[Tarantool-patches] [PATCH] Add a cancellation guard to cpipe flush callback
Leonid Vasiliev
lvasiliev at tarantool.org
Mon Dec 23 15:44:52 MSK 2019
On 12/5/19 10:27 AM, Konstantin Osipov wrote:
> * Leonid Vasiliev <lvasiliev at tarantool.org> [19/12/05 10:24]:
>> On 12/3/19 9:02 PM, Konstantin Osipov wrote:
>>> * Leonid Vasiliev <lvasiliev at tarantool.org> [19/12/03 19:36]:
>>>> https://github.com/tarantool/tarantool/issues/4127
>>>> https://github.com/tarantool/tarantool/tree/lvasiliev/gh-4127-WAL-thread-stucks
>>>
>>> Looks like a great catch.
>>>
>>>> We need to set a thread cancellation guard, because
>>>> another thread may cancel the current thread
>>>> (write() is a cancellation point in ev_async_send)
>>>> and the activation of the ev_async watcher
>>>> through ev_async_send will fail.
>>>
>>> I still don't get from the explanation why it is relevant that
>>> ev_async_send mustn't fail?
>>
>> The cause of why the ev_async_send mustn't fail is unwanted behavior of the
>> tarantool instance. For example: first thread flush cpipe input to a
>> endpoint output and go away while trying to call ev_async_send (write() -
>> cancellation point). Now stailq_empty(&endpoint->output) is false. After
>> that, another thread flush cpipe input to the same endpoint, but it didn't
>> try to call ev_async_send, because output_was_empty is false. As result: a
>> thread of endpoint->consumer didn't wake-up (blocked on epoll_wait). The
>> same situation described in
>> https://github.com/tarantool/tarantool/issues/4127:
>>
>
> Looks like an explanation that deserves to be in a comment prior
> to pthread_setcancelstate().
>
> The issue is, however, if a thread is cancelled and disappears
> before deregistering from cbus, a lot of other bad things will
> happen - because all of its registration entries will sit there.
> The memory, luckily, will not go away, but I am not sure anyone
> but the creating thread can deregister the memory structures
> safaly.

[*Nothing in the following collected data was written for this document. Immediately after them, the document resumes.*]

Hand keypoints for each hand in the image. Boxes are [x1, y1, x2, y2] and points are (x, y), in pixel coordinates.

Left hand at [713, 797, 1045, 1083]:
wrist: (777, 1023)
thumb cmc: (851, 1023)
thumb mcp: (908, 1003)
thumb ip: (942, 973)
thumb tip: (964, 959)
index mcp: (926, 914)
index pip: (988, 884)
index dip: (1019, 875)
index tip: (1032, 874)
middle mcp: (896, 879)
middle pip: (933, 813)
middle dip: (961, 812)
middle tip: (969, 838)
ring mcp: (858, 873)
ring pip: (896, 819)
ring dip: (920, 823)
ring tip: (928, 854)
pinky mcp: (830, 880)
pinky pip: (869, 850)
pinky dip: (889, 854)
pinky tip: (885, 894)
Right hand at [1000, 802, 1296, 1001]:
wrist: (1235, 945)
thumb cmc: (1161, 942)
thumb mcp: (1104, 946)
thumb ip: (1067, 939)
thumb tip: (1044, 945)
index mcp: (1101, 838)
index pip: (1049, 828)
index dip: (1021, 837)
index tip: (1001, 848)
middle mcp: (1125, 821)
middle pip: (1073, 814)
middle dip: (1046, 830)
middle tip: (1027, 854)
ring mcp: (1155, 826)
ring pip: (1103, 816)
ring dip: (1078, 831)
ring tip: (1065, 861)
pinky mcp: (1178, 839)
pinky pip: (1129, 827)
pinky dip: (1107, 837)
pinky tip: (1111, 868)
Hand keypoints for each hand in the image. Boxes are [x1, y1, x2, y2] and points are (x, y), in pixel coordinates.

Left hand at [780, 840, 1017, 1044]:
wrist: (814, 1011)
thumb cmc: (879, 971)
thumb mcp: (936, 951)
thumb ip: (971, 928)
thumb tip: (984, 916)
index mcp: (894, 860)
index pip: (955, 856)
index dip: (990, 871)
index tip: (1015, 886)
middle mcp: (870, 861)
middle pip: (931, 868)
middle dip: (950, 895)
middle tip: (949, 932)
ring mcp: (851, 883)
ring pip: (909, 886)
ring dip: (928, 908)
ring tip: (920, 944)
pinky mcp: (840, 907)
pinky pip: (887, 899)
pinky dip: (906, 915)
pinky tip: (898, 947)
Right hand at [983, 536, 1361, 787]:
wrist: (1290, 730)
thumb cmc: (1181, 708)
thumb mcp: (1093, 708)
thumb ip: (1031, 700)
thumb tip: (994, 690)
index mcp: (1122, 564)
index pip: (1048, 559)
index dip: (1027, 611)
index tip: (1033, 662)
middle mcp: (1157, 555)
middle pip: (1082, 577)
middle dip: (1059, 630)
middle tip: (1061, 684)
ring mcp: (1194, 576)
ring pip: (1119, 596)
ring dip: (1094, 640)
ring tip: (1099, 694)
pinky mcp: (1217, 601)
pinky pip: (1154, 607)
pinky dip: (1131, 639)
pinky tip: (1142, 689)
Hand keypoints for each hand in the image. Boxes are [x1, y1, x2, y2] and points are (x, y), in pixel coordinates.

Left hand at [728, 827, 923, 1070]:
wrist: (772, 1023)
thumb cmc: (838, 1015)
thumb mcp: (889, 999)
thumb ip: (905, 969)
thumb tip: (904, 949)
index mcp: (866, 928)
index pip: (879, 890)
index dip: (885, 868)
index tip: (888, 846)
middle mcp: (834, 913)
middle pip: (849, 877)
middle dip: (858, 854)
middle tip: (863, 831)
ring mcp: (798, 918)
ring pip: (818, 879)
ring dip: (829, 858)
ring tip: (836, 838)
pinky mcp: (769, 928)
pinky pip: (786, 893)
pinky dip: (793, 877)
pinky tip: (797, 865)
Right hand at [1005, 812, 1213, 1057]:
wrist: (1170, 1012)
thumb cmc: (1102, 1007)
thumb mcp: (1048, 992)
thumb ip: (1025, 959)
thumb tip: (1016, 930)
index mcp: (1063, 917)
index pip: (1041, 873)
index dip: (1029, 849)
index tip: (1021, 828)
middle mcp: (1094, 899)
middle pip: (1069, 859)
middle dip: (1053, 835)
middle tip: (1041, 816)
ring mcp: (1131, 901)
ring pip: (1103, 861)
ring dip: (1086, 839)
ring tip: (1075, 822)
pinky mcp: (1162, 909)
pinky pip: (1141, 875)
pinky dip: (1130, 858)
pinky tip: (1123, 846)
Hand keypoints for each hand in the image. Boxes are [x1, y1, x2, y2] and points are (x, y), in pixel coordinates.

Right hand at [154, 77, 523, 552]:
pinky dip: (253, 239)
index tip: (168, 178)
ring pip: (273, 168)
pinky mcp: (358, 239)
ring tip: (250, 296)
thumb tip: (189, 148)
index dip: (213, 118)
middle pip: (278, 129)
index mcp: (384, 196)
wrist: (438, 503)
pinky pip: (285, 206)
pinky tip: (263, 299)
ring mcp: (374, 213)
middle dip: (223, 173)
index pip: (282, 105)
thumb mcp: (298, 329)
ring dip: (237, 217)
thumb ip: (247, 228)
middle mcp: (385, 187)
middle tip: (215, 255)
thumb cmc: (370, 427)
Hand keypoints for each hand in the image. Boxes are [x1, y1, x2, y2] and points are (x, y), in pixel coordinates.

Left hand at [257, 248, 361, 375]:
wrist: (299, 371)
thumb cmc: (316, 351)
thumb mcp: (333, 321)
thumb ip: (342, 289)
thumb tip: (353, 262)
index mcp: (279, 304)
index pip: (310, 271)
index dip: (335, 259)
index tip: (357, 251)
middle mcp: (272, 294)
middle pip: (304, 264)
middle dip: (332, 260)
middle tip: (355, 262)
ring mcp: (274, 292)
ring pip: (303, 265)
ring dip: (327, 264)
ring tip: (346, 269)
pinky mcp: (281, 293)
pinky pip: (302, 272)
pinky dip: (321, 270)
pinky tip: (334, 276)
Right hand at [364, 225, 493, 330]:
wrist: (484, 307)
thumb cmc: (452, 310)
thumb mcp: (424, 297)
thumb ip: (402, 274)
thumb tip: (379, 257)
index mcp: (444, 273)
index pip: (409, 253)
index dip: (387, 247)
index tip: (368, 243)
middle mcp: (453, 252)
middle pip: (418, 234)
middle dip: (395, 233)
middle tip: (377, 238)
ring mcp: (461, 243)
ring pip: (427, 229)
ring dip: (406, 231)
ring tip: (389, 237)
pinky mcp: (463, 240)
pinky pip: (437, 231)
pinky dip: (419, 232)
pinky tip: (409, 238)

Looks like this could be covered with a unit test, what do
> you think?
>
>> at main thread:
>> from void wal_free(void):
>> cbus_stop_loop(&writer->wal_pipe);
>> if (cord_join(&writer->cord)) {...} // wait the "wal" thread
>>
>> at "wal" thread:
>> don't try to call cbus_stop_loop_f (for the reasons described above)
>> blocked at epoll_wait()
>>
>>>
>>>
>
Add a unit test on hang of a thread on join.
---
diff --git a/test/unit/CMakeLists.txt b/test/unit/CMakeLists.txt
index 4a57597e9..339521489 100644
--- a/test/unit/CMakeLists.txt
+++ b/test/unit/CMakeLists.txt
@@ -98,6 +98,9 @@ target_link_libraries(cbus_stress.test core stat)
add_executable(cbus.test cbus.c)
target_link_libraries(cbus.test core unit stat)
+add_executable(cbus_hang.test cbus_hang.c)
+target_link_libraries(cbus_hang.test core unit stat)
+
add_executable(coio.test coio.cc)
target_link_libraries(coio.test core eio bit uri unit)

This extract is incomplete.